• TASK
What is wanted is the line holding "middle tip: (135, 141)" and every later line through the end of the entries, set down exactly.

• INPUT DATA
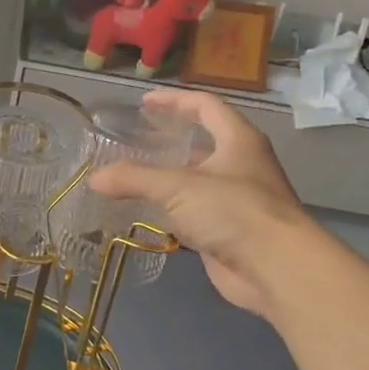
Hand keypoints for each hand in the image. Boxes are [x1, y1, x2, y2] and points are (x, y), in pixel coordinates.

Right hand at [89, 87, 305, 322]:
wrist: (275, 268)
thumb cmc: (233, 212)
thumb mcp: (177, 187)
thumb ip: (133, 179)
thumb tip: (93, 178)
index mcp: (238, 140)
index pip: (206, 106)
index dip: (175, 101)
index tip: (144, 103)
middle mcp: (242, 165)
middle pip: (204, 142)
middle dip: (170, 140)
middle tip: (135, 141)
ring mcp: (238, 200)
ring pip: (198, 180)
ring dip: (169, 178)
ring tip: (133, 177)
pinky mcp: (230, 231)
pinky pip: (196, 213)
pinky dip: (172, 210)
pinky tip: (147, 213)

• EXERCISE ANSWER
middle tip: (135, 141)
ring mcp: (238, 200)
ring pip: (198, 180)
ring dip: (169, 178)
ring tip: (133, 177)
pinky mcp: (230, 231)
pinky pip: (196, 213)
pinky dip: (172, 210)
pinky tip: (147, 213)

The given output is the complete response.